WHAT YOU ARE ASKED TO DO: Once you find a line containing the word "dead" in the entries below, copy it.

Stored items
------

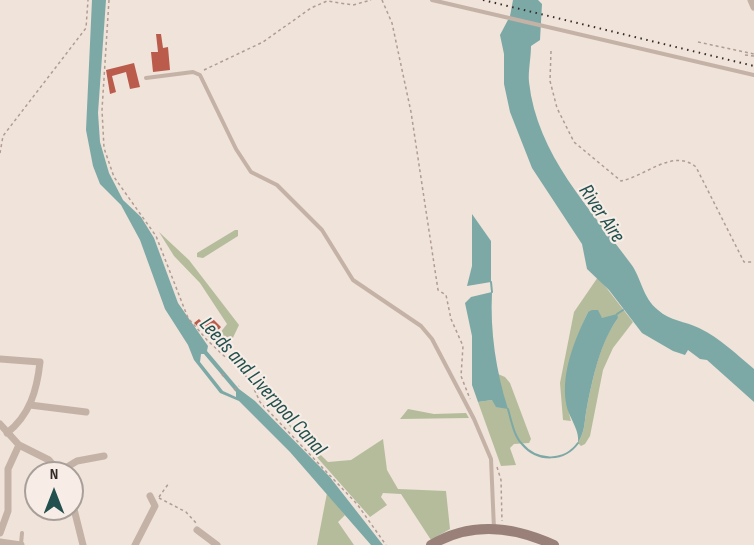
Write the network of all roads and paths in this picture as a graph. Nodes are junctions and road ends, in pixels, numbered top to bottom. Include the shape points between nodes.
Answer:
1 (88, 0) edge
2 (109, 0) edge
3 (371, 0) edge
4 (382, 0) edge
5 (432, 0) edge
6 (751, 0) edge
7 (754, 7) edge
8 (698, 42) dead end
9 (550, 51) dead end
10 (745, 55) dead end
11 (754, 55) edge
12 (199, 75) junction
13 (754, 75) edge
14 (146, 78) dead end
15 (0, 153) edge
16 (754, 262) edge
17 (0, 359) edge
18 (226, 372) dead end
19 (222, 376) dead end
20 (239, 386) dead end
21 (234, 390) dead end
22 (30, 405) junction
23 (470, 411) junction
24 (86, 412) dead end
25 (0, 424) edge
26 (7, 433) junction
27 (19, 445) junction
28 (104, 456) dead end
29 (491, 459) junction
30 (50, 461) edge
31 (77, 461) edge
32 (169, 483) dead end
33 (154, 499) junction
34 (77, 521) edge
35 (498, 529) junction
36 (197, 530) joint
37 (0, 533) edge
38 (22, 533) dead end
39 (0, 542) edge
40 (21, 544) edge
41 (83, 545) edge
42 (135, 545) edge
43 (217, 545) edge
44 (386, 545) edge
45 (431, 545) edge
46 (554, 545) edge

1 - 15 path via 86,28 3,136
2 - 44 path via 102,110 104,148 114,177 156,236 188,318 250,380 260,402 357,504
3 - 12 path via 353,5 327,1 263,42
4 - 23 path via 392,23 411,112 438,290 446,295 463,346 461,376 470,397
5 - 13 lane
6 - 7 street
8 - 11 path
9 - 16 path via 550,81 557,108 574,142 621,181 677,159 689,161 702,177 744,262
10 - 11 path
12 - 14 lane via 193,72
12 - 23 lane via 245,165 277,185 322,230 361,288 421,326 432,339
17 - 22 street via 40,362
18 - 19 path
20 - 21 path
22 - 24 street
22 - 26 street
23 - 29 lane
25 - 26 street
26 - 27 street
27 - 30 street
27 - 37 street via 8,470 8,511
28 - 31 street
29 - 35 lane
29 - 35 path via 501,480
32 - 33 path
33 - 36 path via 195,520
33 - 42 street
34 - 41 street
35 - 45 street via 461,532
35 - 46 street via 517,530
36 - 43 street
38 - 40 lane
39 - 40 street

------

TASK RESULT:
8 (698, 42) dead end
9 (550, 51) dead end
10 (745, 55) dead end
14 (146, 78) dead end
18 (226, 372) dead end
19 (222, 376) dead end
20 (239, 386) dead end
21 (234, 390) dead end
24 (86, 412) dead end
28 (104, 456) dead end
32 (169, 483) dead end
38 (22, 533) dead end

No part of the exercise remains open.